Tout droit, qu’il soit, objectif, subjectif, acquis, administratif, civil, commun, constitutionnel, pénal, prétorien ! Ou autre, doit faire l’objet de règles qui ne puissent laisser libre cours à aucune interprétation. Une règle étant une ligne de conduite, limitée dans toutes ses dimensions d’une manière explicite et irréversible.
Ces règles vont ensuite dans un puritanisme extrême impulser des modes de fonctionnements rigoureux qui éviteront les zones d’ombre et impasses dommageables pour tout justiciable, le cas échéant nous serions alors dans un déni de justice déguisé. Le déni de justice étant un délit pénal, le droit constitué s’obligerait alors habilement à ces zones d’ombres, à ces impasses, de telle sorte que des interprétations du droit, qu’on appellera intimes convictions, disent le droit, sans trébucher dans la notion de déni. Nous sommes là dans l’habileté sémantique de procédures imparfaites, mais que l’on ne peut accepter comme telles quand il s’agit, à l’extrême, de la considération de la vie d’un être humain.

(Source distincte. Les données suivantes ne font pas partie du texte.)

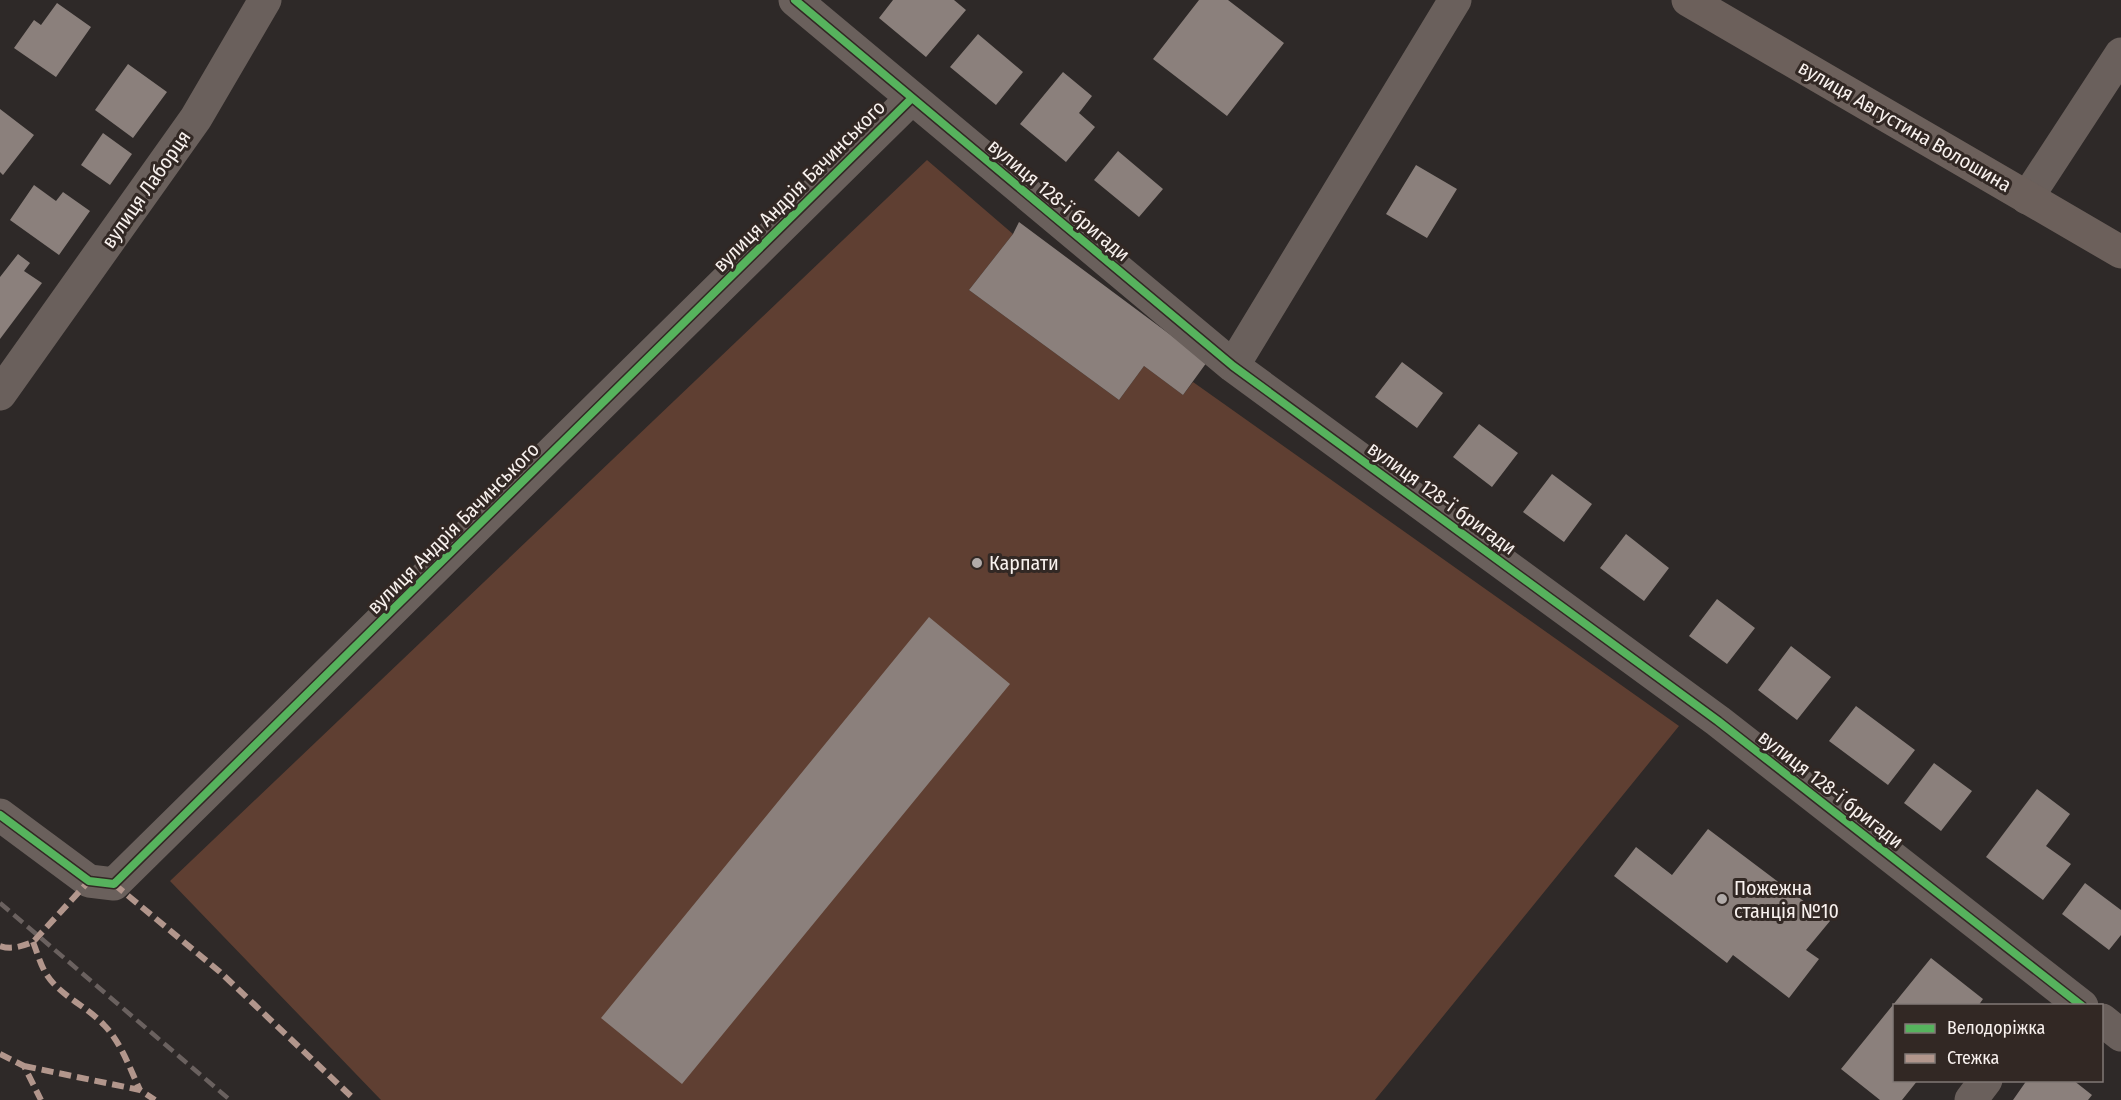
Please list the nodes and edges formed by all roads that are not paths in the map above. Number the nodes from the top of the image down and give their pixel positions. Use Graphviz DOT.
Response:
graph roads {
  1 [pos="265,0"];
  2 [pos="795,0"];
  3 [pos="1455,0"];
  4 [pos="1688,0"];
  5 [pos="2121,54"];
  6 [pos="911,99"];
  7 [pos="2027,198"];
  8 [pos="2121,252"];
  9 [pos="1233,366"];
  10 [pos="6,375"];
  11 [pos="0,815"];
  12 [pos="2048,995"];
  13 [pos="2079,1004"];
  14 [pos="2103,1021"];
  15 [pos="2121,1035"];
  16 [pos="1984,1082"];
  17 [pos="1971,1100"];
  1 -- 10 [label="street, вулиця Лаборця"];
  2 -- 6 [label="street, вулиця 128-ї бригади"];
  3 -- 9 [label="street"];
  4 -- 7 [label="main road, вулиця Августина Волошина"];
  5 -- 7 [label="street"];
  6 -- 9 [label="street, вулиця 128-ї бригади"];
  6 -- 11 [label="street, вулиця Андрія Бачинського"];
  7 -- 8 [label="main road, вулиця Августина Волошина"];
  9 -- 12 [label="street, вулиця 128-ї бригади"];
  12 -- 13 [label="street, вулиця 128-ї бригади"];
  14 -- 15 [label="street"];
  16 -- 17 [label="street"];
}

A cet égard on peut se demander pourquoi le Président Laurent Gbagbo inculpé, mais présumé innocent reste toujours détenu dans le centre de détention de la Cour Pénale Internationale, alors que des règles devraient (ou doivent) exister pour ne pas maintenir ad vitam aeternan un présumé innocent en captivité. Il suffit de se référer à l’article 61/1 du statut de Rome, qui traite de confirmation des charges pour se rendre compte qu’il n’existe aucune exégèse qui régisse, précise, définisse, motive et balise la notion de « délai raisonnable » pour maintenir ou pas un présumé coupable en détention provisoire. Et c’est pourquoi Maître Altit dans sa demande d’autorisation d’appel du 25 juin 2013, pour contester la décision du 3 juin 2013 de la chambre préliminaire I, ajournant la décision de confirmation ou d’infirmation des charges à l’encontre du Président Laurent Gbagbo, ne peut rien faire d’autre que tourner autour de cette notion imparfaite de « délai raisonnable » en utilisant des substantifs ou encore des expressions supplétives qui la soulignent sans la récuser ou à minima la borner. Cette notion de « délai raisonnable » est un déni de justice par négligence volontaire, dans l’expression d’une formulation d’une idée, visant à s’en remettre uniquement au « bon sens » qui dispense de savoir, à l’intime conviction, cette conscience de l’esprit irréfutable ou encore à la partialité des magistrats qui auront à la considérer.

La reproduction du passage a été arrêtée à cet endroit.